__Records shown__
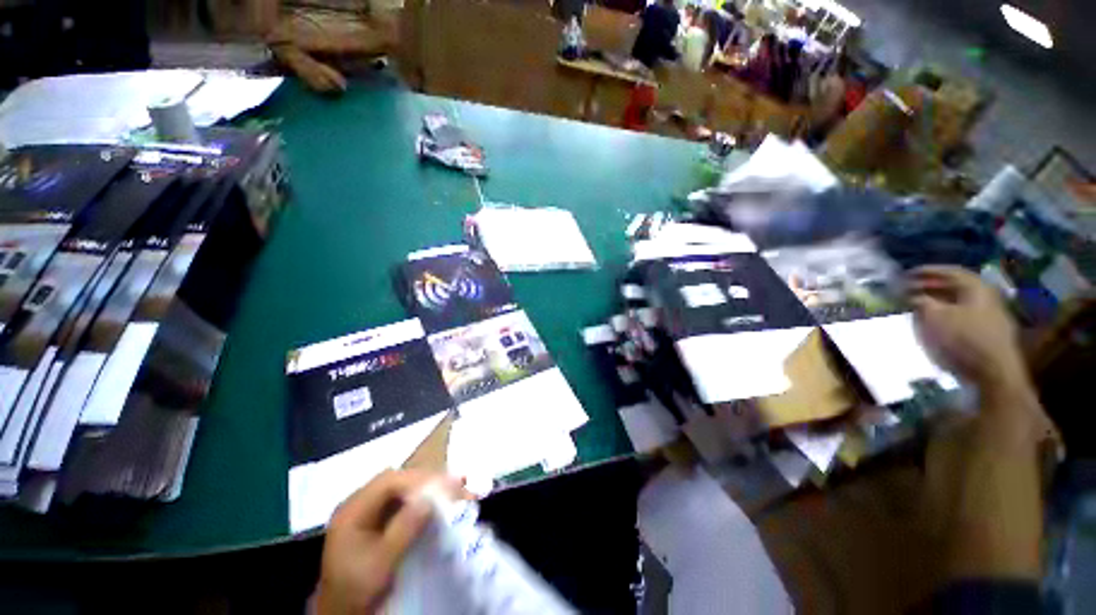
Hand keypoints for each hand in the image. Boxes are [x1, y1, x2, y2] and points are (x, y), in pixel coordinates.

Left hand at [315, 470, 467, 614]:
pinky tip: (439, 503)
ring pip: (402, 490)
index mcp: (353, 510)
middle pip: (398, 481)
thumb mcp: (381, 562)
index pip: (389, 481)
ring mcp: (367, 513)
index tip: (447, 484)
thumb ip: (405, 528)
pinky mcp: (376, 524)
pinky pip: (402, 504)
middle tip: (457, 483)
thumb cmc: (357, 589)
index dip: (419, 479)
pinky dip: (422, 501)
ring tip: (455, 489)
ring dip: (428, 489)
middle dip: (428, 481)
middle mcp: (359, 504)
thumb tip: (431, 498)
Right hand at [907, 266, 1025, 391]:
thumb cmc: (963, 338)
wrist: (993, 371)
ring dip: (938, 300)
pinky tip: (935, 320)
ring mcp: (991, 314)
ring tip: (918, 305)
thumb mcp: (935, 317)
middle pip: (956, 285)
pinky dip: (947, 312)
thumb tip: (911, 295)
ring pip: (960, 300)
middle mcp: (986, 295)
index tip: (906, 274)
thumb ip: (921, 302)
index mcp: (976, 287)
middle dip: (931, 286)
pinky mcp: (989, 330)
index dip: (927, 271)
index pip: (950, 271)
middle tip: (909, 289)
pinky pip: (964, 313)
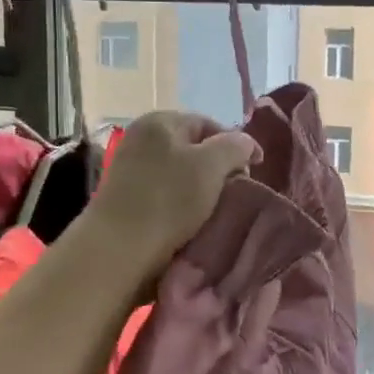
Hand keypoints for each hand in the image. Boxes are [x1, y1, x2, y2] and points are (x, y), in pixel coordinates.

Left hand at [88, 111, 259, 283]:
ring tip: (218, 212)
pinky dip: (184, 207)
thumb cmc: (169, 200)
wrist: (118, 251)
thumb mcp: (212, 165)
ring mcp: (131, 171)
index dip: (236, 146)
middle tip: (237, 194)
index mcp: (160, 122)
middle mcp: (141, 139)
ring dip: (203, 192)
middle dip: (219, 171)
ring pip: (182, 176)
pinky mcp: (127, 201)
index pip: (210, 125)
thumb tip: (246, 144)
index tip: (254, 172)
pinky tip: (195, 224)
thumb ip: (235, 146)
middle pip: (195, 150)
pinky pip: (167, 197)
...
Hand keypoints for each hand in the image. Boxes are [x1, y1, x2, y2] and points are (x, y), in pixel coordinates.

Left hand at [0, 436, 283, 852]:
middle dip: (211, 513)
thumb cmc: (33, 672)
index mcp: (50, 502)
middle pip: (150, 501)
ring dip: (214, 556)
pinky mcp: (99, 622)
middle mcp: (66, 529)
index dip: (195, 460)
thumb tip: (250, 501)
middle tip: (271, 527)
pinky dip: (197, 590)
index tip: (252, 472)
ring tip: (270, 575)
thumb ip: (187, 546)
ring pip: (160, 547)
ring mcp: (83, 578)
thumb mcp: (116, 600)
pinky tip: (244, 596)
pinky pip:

__Work to complete__
Please return the lines above that run from the line containing "pinky tip: (439, 503)" to the line containing "pinky pip: (964, 313)", inclusive, exactly and with no other lines.

__Solution to this problem__
pinky tip: (439, 503)
ring pip: (402, 490)
index mcp: (353, 510)
middle pip: (398, 481)
thumb mcp: (381, 562)
index pip: (389, 481)
ring mcp: (367, 513)
index tip: (447, 484)
thumb ip: (405, 528)
pinky mcp: (376, 524)
pinky pip: (402, 504)
middle tip: (457, 483)
thumb cmc: (357, 589)
index dip: (419, 479)
pinky dip: (422, 501)
ring tip: (455, 489)
ring dip: (428, 489)
middle dip: (428, 481)
middle mcp: (359, 504)
thumb tip: (431, 498)
Right hand at [907, 266, 1025, 391]:
thumb cmc: (963, 338)
wrist: (993, 371)
ring dip: (938, 300)
pinky tip: (935, 320)
ring mcp: (991, 314)
ring tip: (918, 305)
thumb mcp: (935, 317)
middle pip: (956, 285)
pinky dip: (947, 312)
thumb tip: (911, 295)
ring pip: (960, 300)
middle mcp: (986, 295)
index tip: (906, 274)
thumb ip: (921, 302)
index mcp: (976, 287)
middle dip: (931, 286)
pinky mcp: (989, 330)
index dip: (927, 271)
index pip: (950, 271)
middle tip: (909, 289)
pinky pip: (964, 313)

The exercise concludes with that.